Note: This is the first of a two-part series interviewing the candidates for the New Hampshire Republican State Committee Chairmanship. Both candidates were given equal time and asked the same or similar questions. NH Journal’s interview with Jennifer Horn will be published subsequently.
It was a busy pre-Christmas day when we sat down with Andrew Hemingway at a Manchester Starbucks, which was bustling with Granite Staters combating the December chill with a hot cup of coffee. Hemingway, a social media entrepreneur who formerly chaired the Republican Liberty Caucus of NH and led Newt Gingrich’s presidential primary campaign, is eloquent on the new life he believes he can breathe into a struggling state Republican Party:
“I think that part of the problem Republicans are having is with branding – nobody really knows what it means to be a Republican. If Republicans don’t know what our brand is, that provides opportunities for Democrats to define what our brand is.”

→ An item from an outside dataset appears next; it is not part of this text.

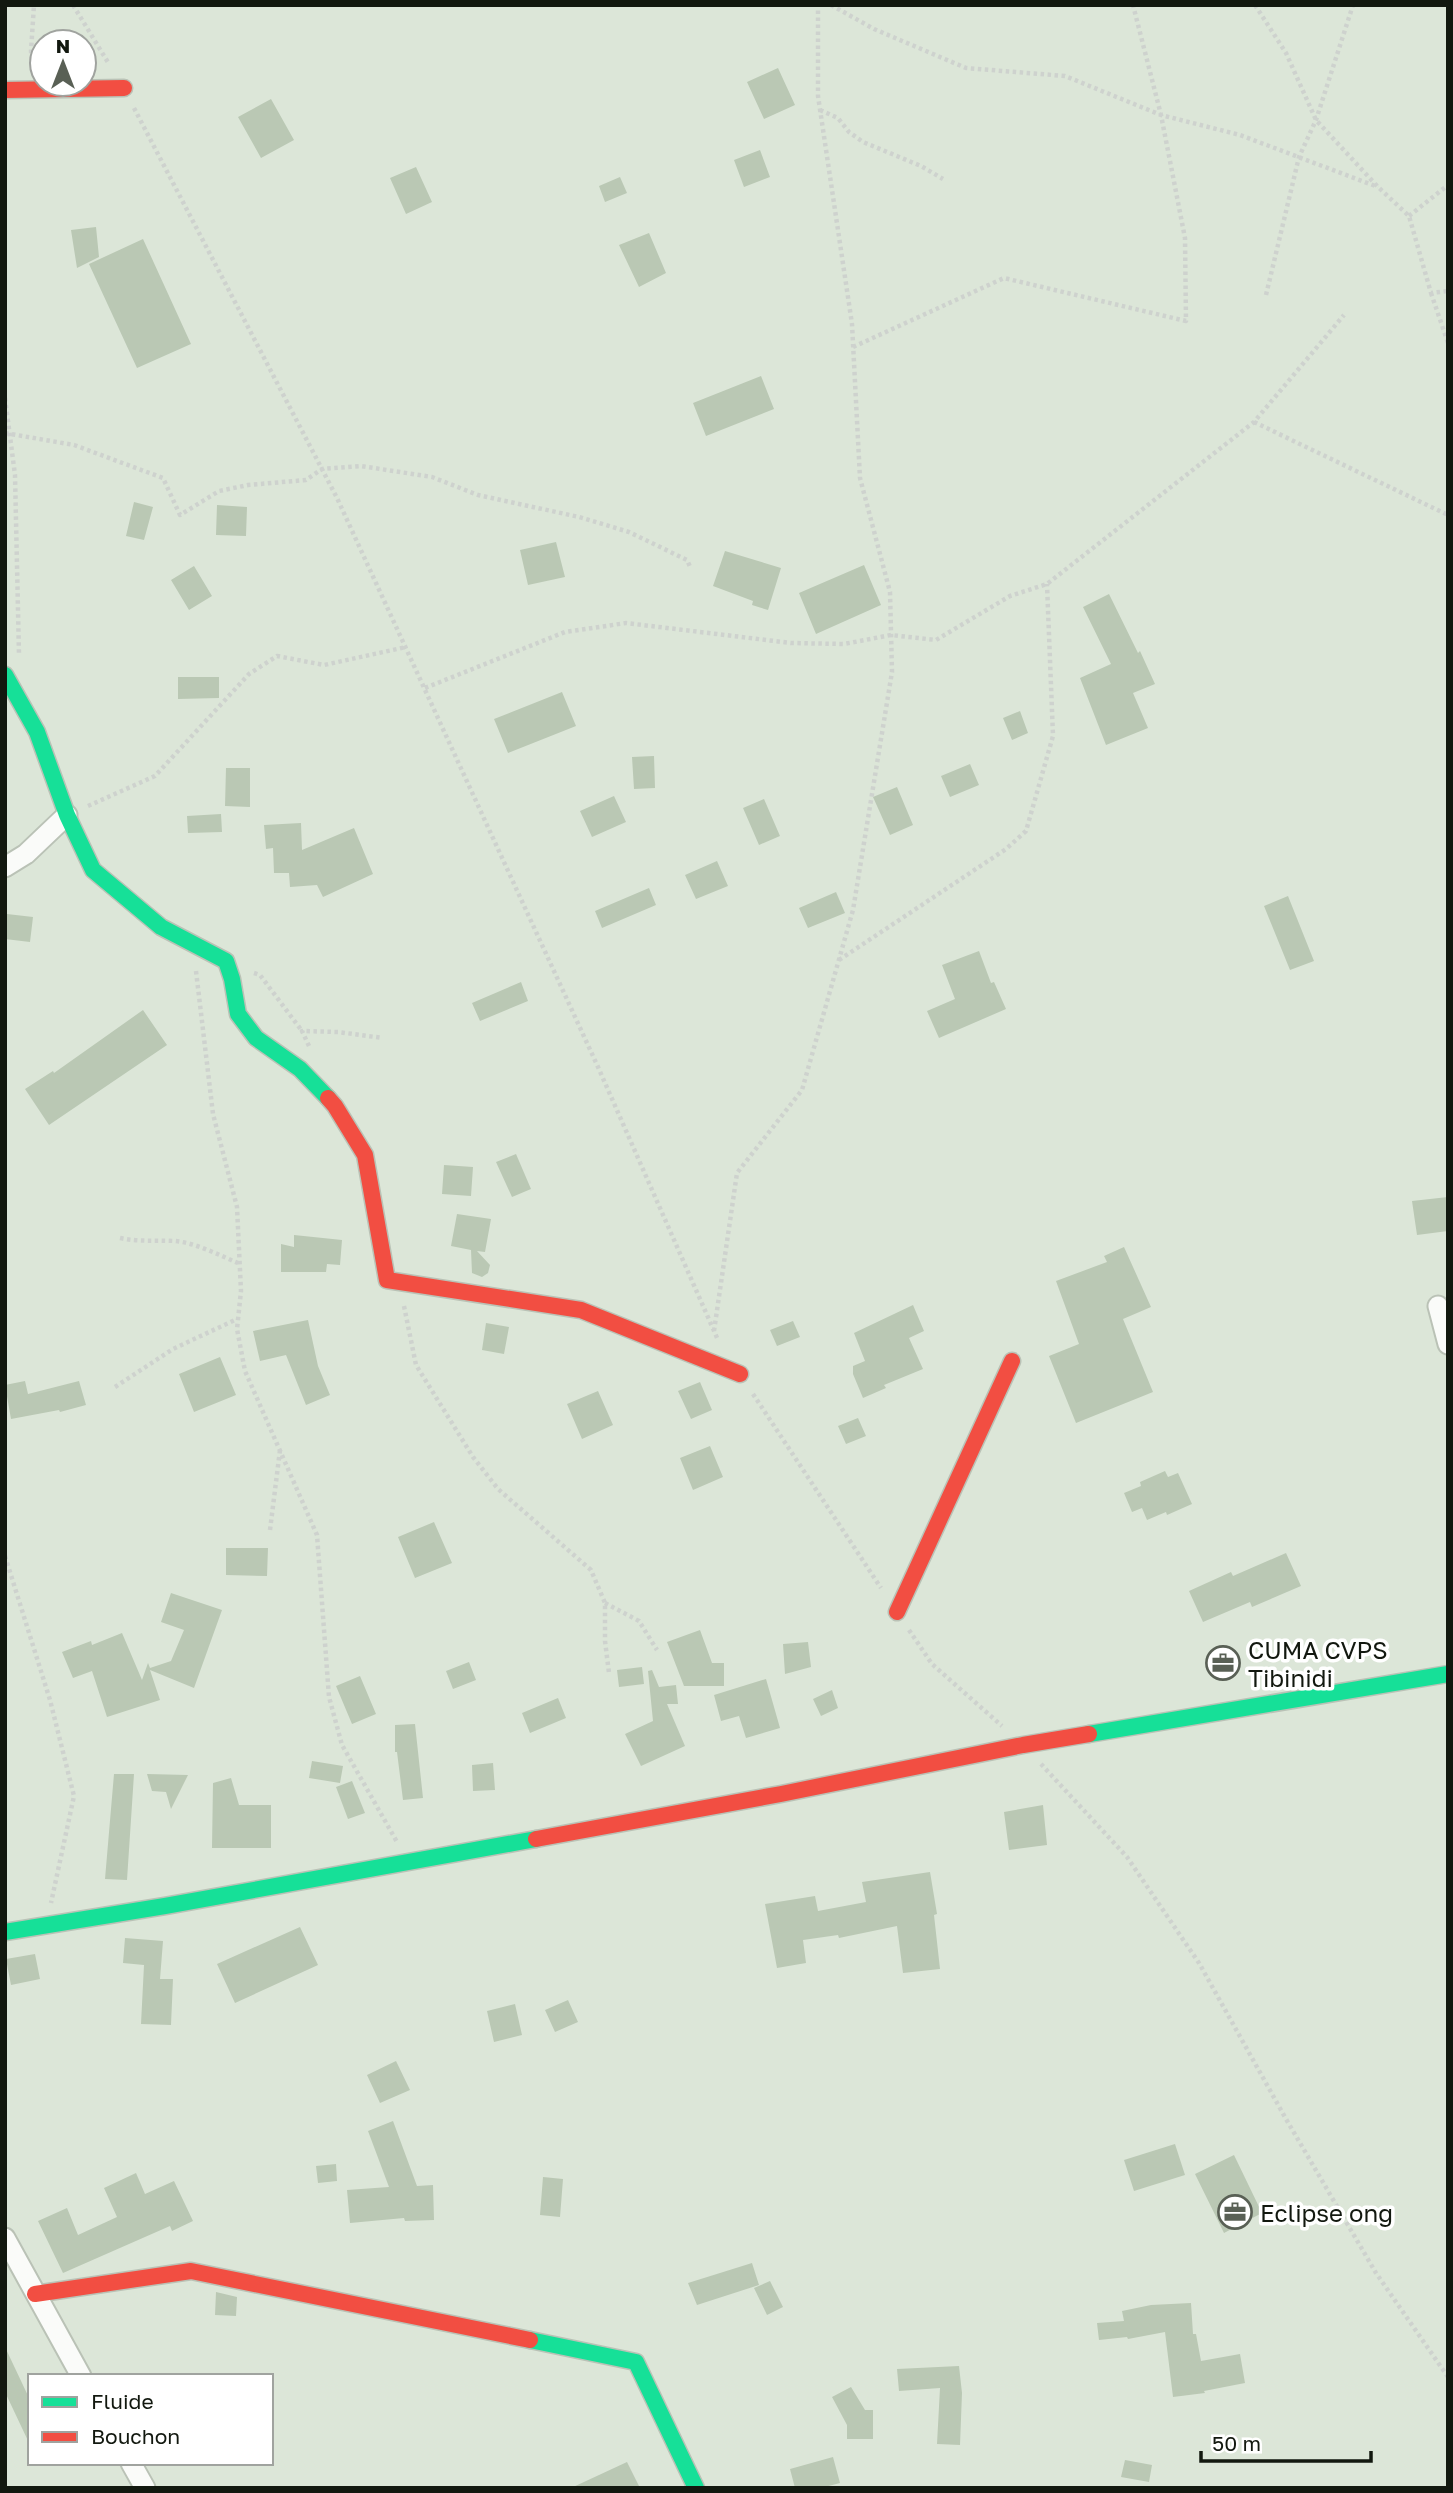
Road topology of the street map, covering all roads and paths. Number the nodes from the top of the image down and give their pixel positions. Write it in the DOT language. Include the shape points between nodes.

When asked what he understands to be the role of the Party Chair, Hemingway said, “I think that what the Chair has to do is to understand the political climate and to formulate strategies to help their candidates and help the Party move forward,” going on to outline specific goals he would set for his administration, including starting new town committees, recruiting strong candidates, and improving fundraising.
Hemingway believes that each of these building blocks – candidate recruitment, grassroots activism, and fundraising prowess – are interconnected and come as the result of Republicans believing that the Party is being run competently. “People want to be on a winning team,” he explained, “so I think its essential to change the dynamic in the Party to be a winning organization.”
Speaking in greater detail about fundraising tactics, Hemingway expands on this dynamic. His first move would be to leverage the Party’s existing and former donor base – many of whom he believes may have pulled their money back in recent years – by creating a competent organization to restore donor confidence.
It’s also on the subject of fundraising that Hemingway elaborates on his strength online, offering two suggestions to enable the Party to raise money using the Internet. First, he says he would deploy date-gathering tactics like online petitions to create a database of like-minded potential donors and send around periodic asks for small-dollar contributions. “It costs no money,” he says, “and now we have people who are emotionally connected, and that has to continue to grow.”
Secondly, Hemingway articulates his belief that online tools could be used to raise money from fellow Republicans across the country, given New Hampshire’s unique status as the First-in-the-Nation Primary state.
Addressing an issue that has plagued recent Chairs, we asked Hemingway if he would consider enforcing the Party platform as part of his role, to which he answered in the affirmative, stating that he would focus on recruiting and helping candidates that were in agreement with the majority of the platform:
“This isn’t about you and your one singular vote,” he said, referring to Republican candidates and legislators, “it’s about all of us [Republicans] and I think those conversations need to occur”
That being said, Hemingway notes that the Republican platform is not especially specific in many areas, creating a large umbrella for those who identify as Republican: “We are a party of big ideas and big things, and our platform absolutely portrays that.”
Finally, Hemingway gives his take on combating the internal fractures and factions within the Party that have been the subject of much dispute during the last several election cycles, both in the Granite State and nationwide. His approach begins with bringing representatives from across the spectrum of the party to the table and finding out which each group is trying to achieve rather than allowing groups to stereotype each other.
“If I am successful at becoming the next Party Chair, there will be a number of people who will have voted against me and I need to bring them to the table…there is no more crucial time for Republicans to start coming together.”
Amelia Chasse contributed to this report.